The international terminal at JFK was a ghost town, but I boarded my flight and watched in shock as the speckles of city light disappeared, eaten away by dark ocean. I made it, I kept telling myself, not ready to believe it. It felt as though I’d entered a timeline not meant for me; it still feels like this, a month later.


Before I left, a relative asked me, “Why do you want to go there? What about your writing?” But I wasn’t writing at home. Aside from one journal entry on April 1st (with phrases like sickening feeling, world unraveling, and how long can a person can sustain this particular kind of fear) and another in June after my divorce court date (every couple on the docket was present via telephone or videocall), I didn’t write during the summer. I was not one of the industrious golden ones, tackling that novel, finishing an entire screenplay. Writing felt pointless. So many of us were sharing the same experiences, day by day. Why articulate it at all? And whatever needed recording, some other, more talented writer could hammer it into readable truth.


I can see myself reading another’s work about this year: Ah, that’s exactly right. That’s exactly what it felt like, I’ll say. But this summer, I sat by, feeling wholly redundant and ineffectual. If I’m telling the truth, I felt paralyzed with dread, too, depending on the minute.


As I write this, I’m in Toledo, a city only an hour away from Madrid, after starting work as a language assistant in a bilingual primary school.
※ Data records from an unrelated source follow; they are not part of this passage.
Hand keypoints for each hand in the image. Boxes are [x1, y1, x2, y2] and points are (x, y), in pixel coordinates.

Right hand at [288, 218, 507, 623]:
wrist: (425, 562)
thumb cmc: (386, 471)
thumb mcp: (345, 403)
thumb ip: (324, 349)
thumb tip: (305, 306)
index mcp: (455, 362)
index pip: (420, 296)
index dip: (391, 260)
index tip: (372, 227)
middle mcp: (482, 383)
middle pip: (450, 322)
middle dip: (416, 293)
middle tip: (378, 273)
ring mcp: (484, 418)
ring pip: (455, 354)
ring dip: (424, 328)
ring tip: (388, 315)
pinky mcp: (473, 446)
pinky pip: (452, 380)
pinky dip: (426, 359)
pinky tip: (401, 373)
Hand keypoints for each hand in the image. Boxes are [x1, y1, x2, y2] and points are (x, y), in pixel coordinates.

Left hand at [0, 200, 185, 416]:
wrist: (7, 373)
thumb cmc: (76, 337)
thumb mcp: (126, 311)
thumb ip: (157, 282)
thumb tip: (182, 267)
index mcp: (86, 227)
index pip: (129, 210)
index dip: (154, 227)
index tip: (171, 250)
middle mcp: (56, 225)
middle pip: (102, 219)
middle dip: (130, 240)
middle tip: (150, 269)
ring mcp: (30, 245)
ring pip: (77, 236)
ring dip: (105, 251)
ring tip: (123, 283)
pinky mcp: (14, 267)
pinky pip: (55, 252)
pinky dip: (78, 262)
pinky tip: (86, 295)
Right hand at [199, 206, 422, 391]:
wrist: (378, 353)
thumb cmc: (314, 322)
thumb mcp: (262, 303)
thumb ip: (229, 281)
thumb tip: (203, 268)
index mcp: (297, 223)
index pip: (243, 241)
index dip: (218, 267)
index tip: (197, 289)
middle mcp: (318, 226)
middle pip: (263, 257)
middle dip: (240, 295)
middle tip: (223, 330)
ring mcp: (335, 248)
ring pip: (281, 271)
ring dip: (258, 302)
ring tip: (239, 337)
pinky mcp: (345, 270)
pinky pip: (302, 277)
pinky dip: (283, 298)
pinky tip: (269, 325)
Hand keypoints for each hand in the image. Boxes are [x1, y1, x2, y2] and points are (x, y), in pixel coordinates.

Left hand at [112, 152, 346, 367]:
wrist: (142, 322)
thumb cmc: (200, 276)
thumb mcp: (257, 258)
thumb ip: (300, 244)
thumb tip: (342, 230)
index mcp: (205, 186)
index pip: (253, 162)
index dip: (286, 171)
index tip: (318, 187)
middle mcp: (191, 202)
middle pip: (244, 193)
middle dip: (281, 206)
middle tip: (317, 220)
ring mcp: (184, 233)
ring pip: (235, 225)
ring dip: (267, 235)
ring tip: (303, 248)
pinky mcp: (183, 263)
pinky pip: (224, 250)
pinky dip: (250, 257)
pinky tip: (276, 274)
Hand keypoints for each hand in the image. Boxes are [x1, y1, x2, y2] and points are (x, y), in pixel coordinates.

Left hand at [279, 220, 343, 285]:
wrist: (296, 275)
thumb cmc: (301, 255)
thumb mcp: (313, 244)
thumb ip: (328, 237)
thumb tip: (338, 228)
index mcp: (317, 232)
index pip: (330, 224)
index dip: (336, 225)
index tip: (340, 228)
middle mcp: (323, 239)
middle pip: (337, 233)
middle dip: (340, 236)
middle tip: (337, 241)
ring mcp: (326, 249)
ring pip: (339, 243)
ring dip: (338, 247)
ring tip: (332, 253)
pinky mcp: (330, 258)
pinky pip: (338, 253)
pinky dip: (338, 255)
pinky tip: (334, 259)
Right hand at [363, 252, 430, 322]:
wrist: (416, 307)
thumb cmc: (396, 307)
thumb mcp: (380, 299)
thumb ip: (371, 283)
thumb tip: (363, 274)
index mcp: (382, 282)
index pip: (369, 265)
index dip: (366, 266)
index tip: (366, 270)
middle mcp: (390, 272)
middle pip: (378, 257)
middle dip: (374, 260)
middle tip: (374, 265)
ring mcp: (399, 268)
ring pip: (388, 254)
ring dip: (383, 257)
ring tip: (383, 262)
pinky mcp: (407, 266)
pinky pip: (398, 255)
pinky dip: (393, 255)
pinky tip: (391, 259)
Toledo is the medieval capital of Spain. The city of three cultures. If the world is ending, this isn’t a bad spot to wait for it. I’ve seen very little of the world, but this place is so enchanting, it feels unreal. I’m told that Toledo is usually flush with tourists and their selfie-sticks and that it is unusual to hear only Spanish, which is all I hear now. It’s isolating but peaceful—not understanding.


Even after a month walking around this city, I’ll turn down some tiny, labyrinthine street and a certain balcony or view of tiled roofs makes me stop dead in my tracks. “I don’t deserve to live in a place this beautiful,” I texted a friend my first week here. Especially not at a time like this.